**Dataset**
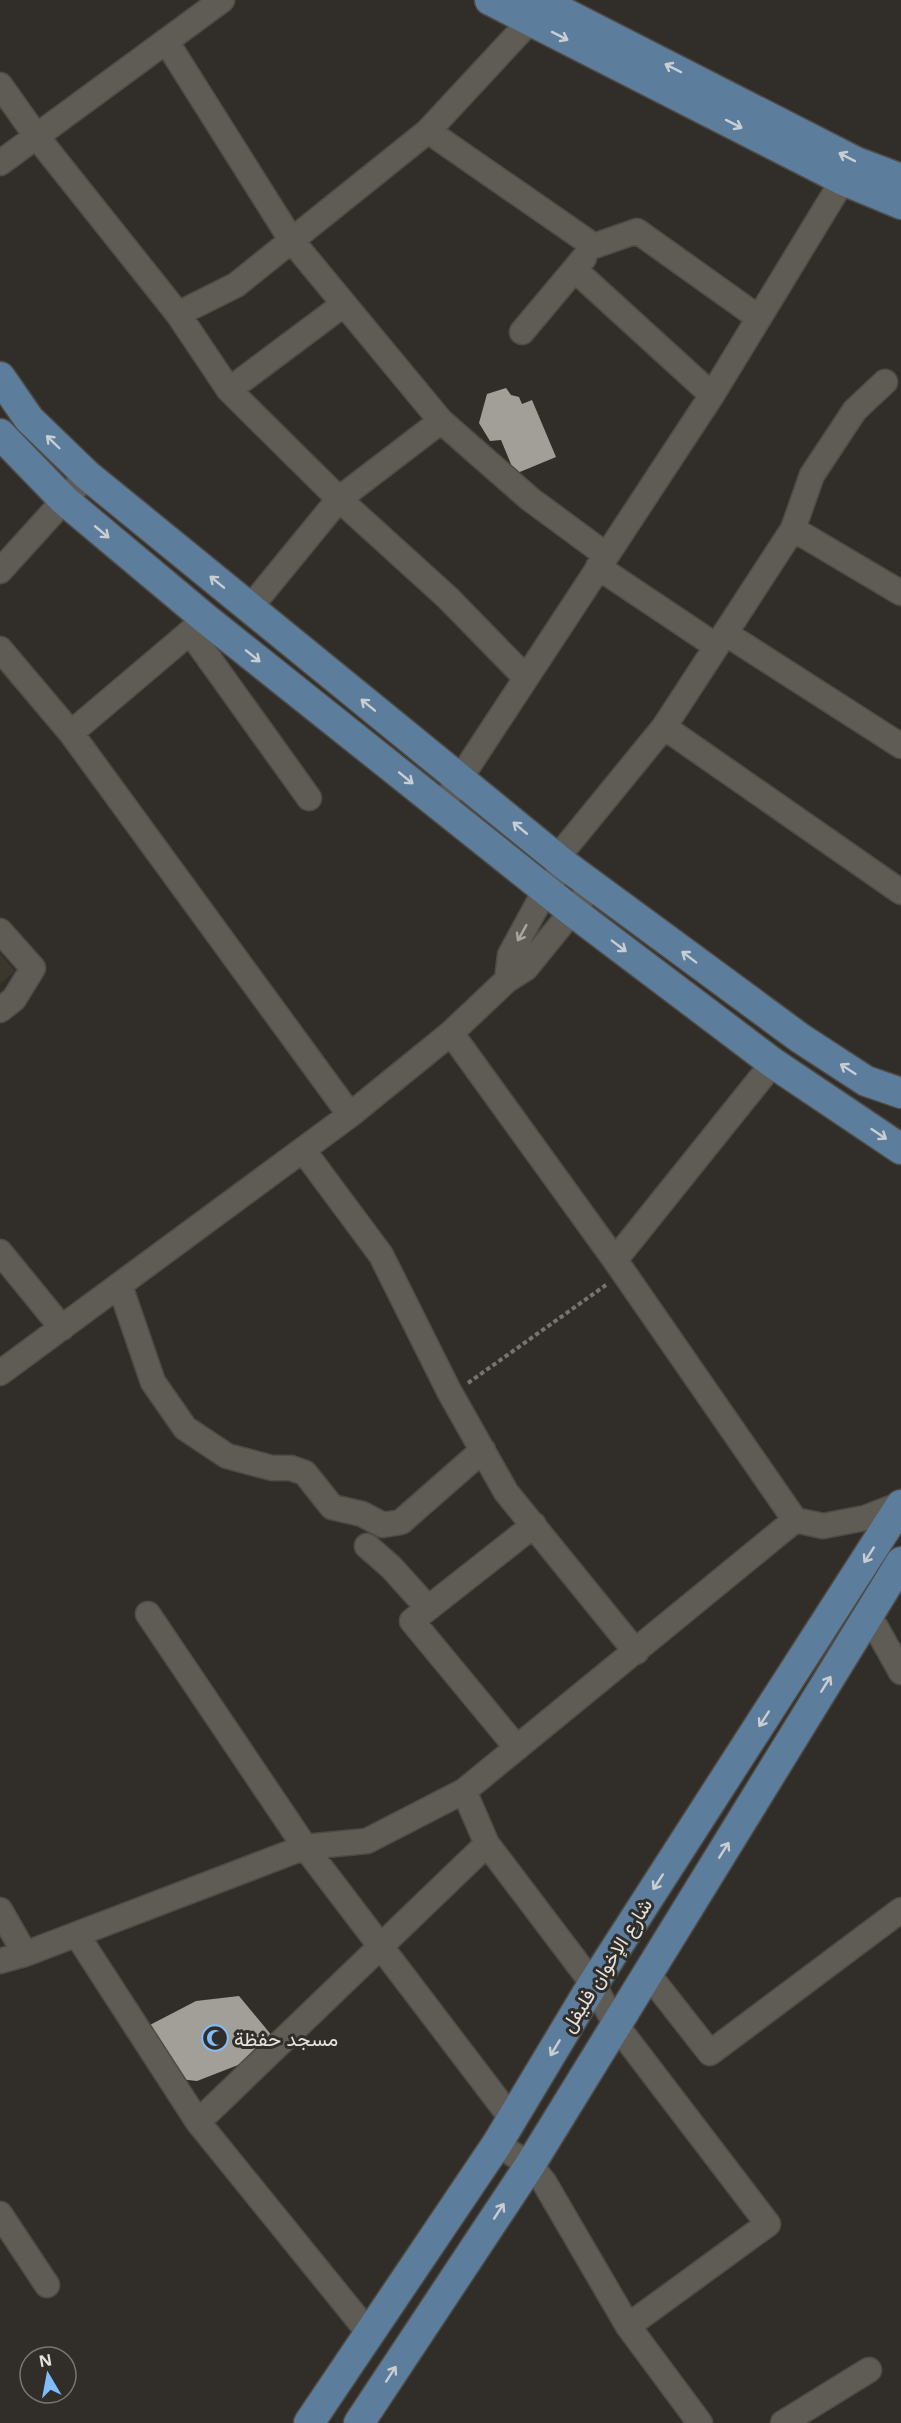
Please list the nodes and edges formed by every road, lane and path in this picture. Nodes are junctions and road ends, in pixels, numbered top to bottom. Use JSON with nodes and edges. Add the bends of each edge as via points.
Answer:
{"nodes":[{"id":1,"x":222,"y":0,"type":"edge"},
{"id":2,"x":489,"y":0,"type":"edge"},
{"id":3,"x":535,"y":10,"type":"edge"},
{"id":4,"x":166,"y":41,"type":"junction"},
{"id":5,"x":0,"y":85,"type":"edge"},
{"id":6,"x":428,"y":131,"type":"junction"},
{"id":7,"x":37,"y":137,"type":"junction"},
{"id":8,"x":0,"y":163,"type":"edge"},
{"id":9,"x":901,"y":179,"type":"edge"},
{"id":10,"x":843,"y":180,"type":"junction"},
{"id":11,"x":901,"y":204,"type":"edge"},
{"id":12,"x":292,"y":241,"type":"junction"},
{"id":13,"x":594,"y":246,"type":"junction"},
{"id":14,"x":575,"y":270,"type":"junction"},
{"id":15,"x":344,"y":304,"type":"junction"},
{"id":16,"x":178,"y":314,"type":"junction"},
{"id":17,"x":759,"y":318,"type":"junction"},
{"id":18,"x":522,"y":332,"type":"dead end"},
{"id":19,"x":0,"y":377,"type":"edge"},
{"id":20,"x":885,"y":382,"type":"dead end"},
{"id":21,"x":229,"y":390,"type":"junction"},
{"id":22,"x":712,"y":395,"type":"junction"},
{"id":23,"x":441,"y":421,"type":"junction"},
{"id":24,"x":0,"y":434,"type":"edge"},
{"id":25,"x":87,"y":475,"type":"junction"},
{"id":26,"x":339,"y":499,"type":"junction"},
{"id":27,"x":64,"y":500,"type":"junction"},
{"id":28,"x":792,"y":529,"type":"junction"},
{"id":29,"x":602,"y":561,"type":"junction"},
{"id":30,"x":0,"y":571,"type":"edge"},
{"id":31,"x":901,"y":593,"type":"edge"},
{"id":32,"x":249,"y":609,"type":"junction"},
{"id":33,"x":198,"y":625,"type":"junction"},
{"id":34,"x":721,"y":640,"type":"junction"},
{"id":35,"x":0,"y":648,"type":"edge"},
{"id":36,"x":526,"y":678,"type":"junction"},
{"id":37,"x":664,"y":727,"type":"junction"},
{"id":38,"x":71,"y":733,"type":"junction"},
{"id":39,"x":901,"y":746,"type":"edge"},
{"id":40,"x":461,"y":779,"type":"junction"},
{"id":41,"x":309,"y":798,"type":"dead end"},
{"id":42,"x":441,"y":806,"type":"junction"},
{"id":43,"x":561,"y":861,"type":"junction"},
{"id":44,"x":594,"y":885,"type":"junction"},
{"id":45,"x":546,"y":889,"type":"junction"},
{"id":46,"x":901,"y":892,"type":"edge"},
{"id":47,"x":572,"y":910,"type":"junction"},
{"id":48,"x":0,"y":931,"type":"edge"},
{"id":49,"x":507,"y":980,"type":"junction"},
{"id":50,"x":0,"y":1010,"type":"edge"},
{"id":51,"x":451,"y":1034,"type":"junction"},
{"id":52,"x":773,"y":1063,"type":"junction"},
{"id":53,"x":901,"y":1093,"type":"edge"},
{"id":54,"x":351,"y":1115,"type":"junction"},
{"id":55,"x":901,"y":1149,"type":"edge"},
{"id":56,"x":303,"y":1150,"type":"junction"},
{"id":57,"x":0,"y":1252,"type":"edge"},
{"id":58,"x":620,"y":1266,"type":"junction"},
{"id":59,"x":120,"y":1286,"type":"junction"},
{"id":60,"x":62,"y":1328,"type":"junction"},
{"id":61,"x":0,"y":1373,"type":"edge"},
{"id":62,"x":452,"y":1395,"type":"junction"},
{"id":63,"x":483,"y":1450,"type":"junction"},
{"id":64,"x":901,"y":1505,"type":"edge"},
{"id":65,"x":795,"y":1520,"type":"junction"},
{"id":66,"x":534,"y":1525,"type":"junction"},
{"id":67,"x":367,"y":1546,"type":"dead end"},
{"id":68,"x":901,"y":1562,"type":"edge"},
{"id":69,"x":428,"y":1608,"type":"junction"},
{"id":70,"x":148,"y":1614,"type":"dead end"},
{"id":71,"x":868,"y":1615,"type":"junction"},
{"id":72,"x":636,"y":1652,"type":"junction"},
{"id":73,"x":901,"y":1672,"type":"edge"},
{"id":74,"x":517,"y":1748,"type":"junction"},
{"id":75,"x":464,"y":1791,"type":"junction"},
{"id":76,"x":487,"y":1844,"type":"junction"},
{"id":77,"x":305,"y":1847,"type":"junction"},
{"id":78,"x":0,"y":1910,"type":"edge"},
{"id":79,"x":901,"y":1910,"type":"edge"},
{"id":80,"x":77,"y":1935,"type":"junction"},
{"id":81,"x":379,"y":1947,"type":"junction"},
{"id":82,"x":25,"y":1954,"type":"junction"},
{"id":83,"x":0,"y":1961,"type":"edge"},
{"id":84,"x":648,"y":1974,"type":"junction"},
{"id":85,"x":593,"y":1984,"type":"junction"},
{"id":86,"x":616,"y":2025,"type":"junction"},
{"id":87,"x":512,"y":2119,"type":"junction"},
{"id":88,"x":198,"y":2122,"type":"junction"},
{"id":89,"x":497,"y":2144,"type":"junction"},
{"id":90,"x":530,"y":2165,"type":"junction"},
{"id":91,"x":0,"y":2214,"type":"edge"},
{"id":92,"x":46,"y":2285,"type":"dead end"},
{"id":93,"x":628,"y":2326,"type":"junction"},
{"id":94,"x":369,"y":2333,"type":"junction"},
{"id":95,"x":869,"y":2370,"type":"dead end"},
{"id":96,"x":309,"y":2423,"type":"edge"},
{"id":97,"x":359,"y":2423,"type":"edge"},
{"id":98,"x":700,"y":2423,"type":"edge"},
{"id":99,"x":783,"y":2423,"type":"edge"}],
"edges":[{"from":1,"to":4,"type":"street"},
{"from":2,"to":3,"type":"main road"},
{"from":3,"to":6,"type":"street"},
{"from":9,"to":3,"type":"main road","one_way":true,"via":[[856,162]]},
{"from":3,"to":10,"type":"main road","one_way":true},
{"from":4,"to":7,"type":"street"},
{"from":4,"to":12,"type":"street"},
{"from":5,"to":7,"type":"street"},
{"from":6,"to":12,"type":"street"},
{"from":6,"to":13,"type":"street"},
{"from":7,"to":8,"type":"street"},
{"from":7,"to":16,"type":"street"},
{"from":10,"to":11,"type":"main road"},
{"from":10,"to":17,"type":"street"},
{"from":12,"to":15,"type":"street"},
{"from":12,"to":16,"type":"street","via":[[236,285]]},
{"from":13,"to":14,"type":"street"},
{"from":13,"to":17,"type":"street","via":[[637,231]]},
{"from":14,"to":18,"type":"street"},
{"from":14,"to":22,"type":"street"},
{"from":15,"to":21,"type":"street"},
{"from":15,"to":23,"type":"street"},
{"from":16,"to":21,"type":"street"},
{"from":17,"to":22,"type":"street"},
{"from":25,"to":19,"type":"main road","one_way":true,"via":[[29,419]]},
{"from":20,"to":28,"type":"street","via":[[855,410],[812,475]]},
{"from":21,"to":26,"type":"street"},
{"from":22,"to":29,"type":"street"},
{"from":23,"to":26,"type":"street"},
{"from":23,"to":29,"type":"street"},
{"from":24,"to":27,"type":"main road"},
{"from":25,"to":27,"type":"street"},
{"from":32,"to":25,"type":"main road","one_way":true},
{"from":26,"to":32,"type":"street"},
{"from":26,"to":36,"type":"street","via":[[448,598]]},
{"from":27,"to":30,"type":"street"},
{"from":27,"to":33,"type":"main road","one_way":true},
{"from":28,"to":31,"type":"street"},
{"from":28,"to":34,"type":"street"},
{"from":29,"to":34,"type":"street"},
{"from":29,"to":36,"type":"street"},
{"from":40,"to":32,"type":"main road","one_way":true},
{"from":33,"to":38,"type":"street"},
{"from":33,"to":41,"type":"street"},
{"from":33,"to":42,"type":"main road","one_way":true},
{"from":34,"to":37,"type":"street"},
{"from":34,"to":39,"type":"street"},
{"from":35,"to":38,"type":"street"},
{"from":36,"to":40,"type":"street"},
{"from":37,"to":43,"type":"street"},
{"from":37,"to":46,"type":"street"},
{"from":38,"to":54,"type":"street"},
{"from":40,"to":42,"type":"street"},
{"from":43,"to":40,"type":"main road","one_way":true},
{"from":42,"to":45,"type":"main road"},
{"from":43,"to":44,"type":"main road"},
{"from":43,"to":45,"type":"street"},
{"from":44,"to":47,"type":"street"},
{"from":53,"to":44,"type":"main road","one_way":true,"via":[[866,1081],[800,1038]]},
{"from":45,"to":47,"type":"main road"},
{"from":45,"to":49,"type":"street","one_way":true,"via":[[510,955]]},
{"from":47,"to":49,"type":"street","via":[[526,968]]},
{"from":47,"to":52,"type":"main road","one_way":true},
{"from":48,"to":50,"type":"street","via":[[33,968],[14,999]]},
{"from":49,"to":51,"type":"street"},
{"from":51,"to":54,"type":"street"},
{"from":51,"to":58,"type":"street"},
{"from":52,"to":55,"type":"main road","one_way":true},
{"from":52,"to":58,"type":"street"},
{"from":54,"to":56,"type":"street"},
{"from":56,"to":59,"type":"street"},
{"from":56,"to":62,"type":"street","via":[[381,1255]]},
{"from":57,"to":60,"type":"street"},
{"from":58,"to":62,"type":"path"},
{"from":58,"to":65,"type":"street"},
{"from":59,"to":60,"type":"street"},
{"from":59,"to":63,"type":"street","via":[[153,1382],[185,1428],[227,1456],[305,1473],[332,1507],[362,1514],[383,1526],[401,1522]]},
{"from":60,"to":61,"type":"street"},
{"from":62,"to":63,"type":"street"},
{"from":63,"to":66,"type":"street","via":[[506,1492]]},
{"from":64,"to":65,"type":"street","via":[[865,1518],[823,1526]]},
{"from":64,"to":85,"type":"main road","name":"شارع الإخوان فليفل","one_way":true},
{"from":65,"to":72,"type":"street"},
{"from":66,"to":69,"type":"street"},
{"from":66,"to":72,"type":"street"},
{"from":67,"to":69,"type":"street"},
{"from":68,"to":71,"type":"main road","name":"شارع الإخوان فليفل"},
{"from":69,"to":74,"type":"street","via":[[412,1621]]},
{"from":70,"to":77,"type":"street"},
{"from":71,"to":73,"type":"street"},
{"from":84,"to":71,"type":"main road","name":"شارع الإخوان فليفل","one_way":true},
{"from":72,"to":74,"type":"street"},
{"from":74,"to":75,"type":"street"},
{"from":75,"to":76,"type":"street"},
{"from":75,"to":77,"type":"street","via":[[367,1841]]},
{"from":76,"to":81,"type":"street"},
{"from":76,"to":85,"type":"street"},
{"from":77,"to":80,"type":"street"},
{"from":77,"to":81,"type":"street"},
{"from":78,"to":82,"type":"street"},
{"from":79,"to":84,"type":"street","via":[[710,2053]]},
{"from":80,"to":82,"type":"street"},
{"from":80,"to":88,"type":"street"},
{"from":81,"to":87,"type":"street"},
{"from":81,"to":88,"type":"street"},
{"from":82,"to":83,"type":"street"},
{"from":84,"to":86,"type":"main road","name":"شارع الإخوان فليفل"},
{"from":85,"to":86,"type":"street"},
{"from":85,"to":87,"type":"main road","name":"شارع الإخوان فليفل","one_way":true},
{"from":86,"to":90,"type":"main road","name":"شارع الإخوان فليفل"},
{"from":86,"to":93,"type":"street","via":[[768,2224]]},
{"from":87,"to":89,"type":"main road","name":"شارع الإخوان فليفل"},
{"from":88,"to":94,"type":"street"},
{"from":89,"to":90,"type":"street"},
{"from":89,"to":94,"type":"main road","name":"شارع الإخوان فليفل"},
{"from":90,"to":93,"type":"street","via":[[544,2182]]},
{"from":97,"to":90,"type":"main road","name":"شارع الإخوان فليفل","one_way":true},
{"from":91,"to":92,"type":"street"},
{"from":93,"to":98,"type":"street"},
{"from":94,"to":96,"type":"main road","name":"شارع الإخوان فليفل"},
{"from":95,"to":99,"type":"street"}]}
* * *
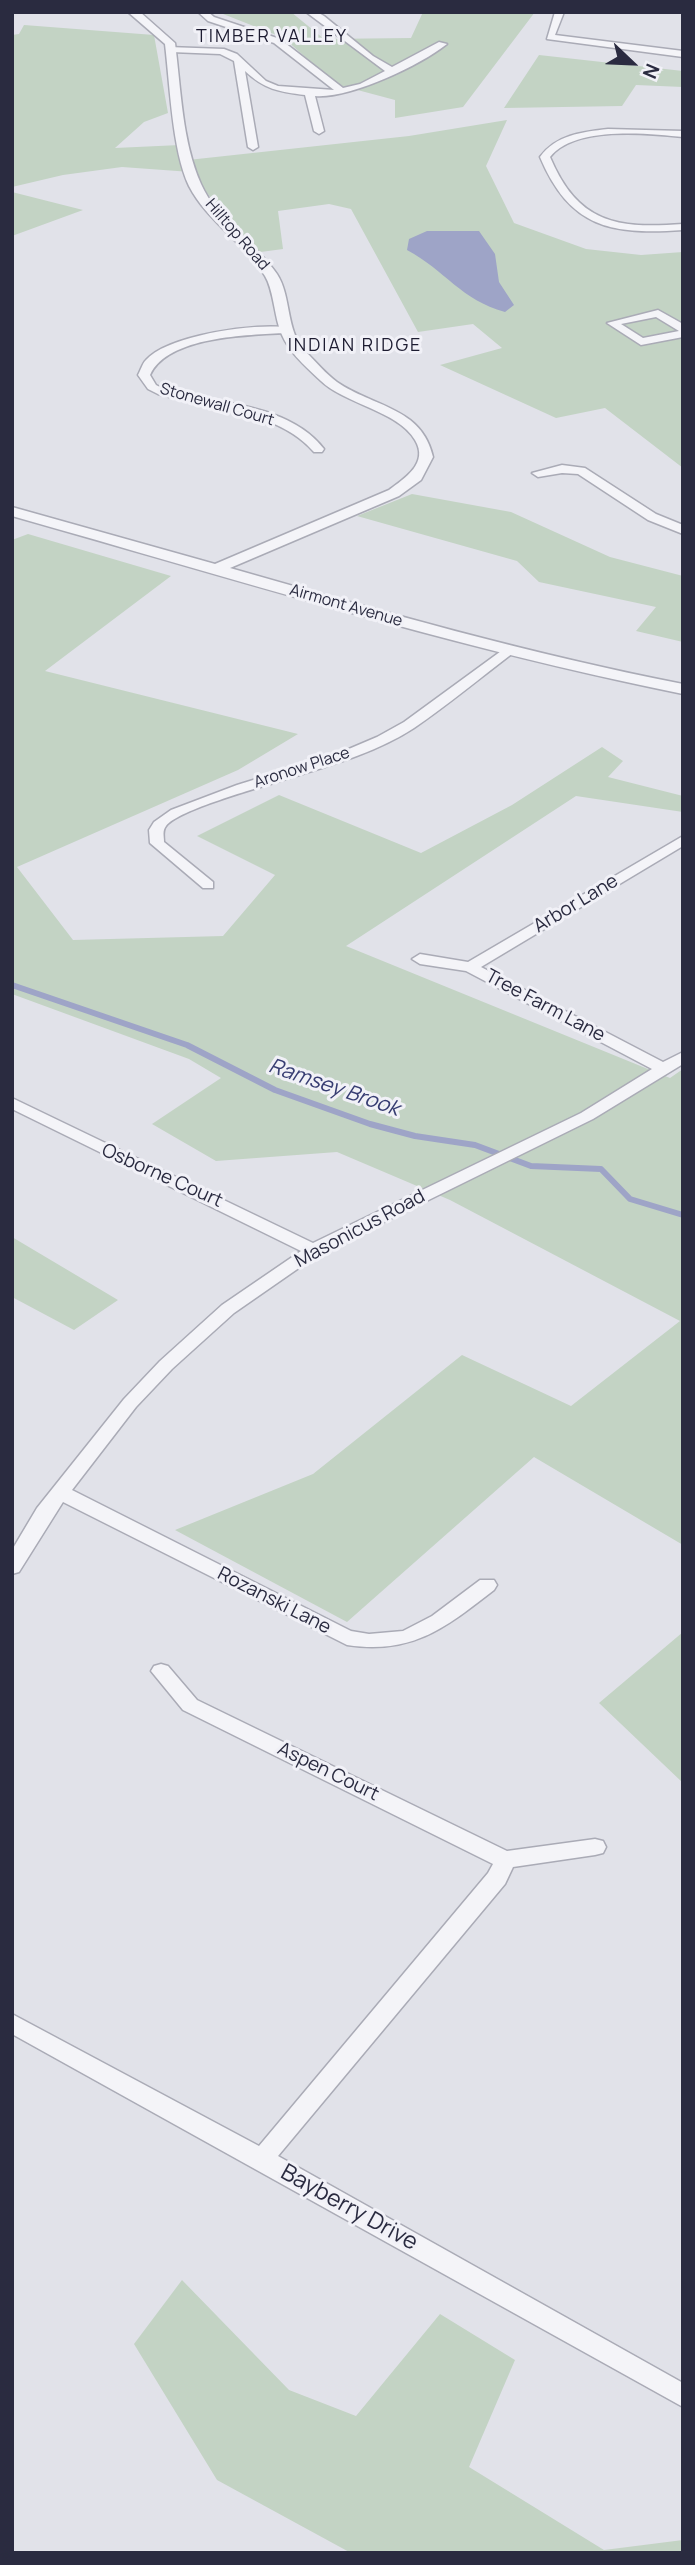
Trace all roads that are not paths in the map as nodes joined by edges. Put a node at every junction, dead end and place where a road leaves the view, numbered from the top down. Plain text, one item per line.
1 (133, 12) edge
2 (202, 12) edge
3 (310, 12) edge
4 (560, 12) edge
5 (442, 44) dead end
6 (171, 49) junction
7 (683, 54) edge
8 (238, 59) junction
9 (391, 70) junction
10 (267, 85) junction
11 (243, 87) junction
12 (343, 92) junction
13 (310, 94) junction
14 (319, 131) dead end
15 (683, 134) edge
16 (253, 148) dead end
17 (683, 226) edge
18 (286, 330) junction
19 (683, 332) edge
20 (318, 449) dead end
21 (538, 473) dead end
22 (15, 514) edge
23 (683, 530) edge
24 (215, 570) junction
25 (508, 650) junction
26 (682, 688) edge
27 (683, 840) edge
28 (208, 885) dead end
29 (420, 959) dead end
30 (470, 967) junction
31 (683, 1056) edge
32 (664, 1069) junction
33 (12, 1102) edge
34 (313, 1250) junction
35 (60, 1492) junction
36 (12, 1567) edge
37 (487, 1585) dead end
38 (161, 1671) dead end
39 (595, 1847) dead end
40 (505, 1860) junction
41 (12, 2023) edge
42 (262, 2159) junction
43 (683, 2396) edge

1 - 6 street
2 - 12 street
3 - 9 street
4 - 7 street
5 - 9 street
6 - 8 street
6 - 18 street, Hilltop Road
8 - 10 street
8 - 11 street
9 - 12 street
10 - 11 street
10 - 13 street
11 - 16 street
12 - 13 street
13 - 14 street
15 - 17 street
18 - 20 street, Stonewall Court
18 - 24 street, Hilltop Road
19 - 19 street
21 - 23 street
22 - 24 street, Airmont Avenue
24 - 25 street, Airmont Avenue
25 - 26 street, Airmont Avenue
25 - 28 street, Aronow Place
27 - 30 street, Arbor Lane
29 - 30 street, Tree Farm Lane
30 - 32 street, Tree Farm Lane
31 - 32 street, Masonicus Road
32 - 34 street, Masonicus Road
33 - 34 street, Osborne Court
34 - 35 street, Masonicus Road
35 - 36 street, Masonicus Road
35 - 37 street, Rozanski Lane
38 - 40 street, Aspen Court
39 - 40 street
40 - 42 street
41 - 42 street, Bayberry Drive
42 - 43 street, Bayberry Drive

**Task**
Throughout the material above, find each line with "Farm" and return it.

**Your response**
29 - 30 street, Tree Farm Lane
30 - 32 street, Tree Farm Lane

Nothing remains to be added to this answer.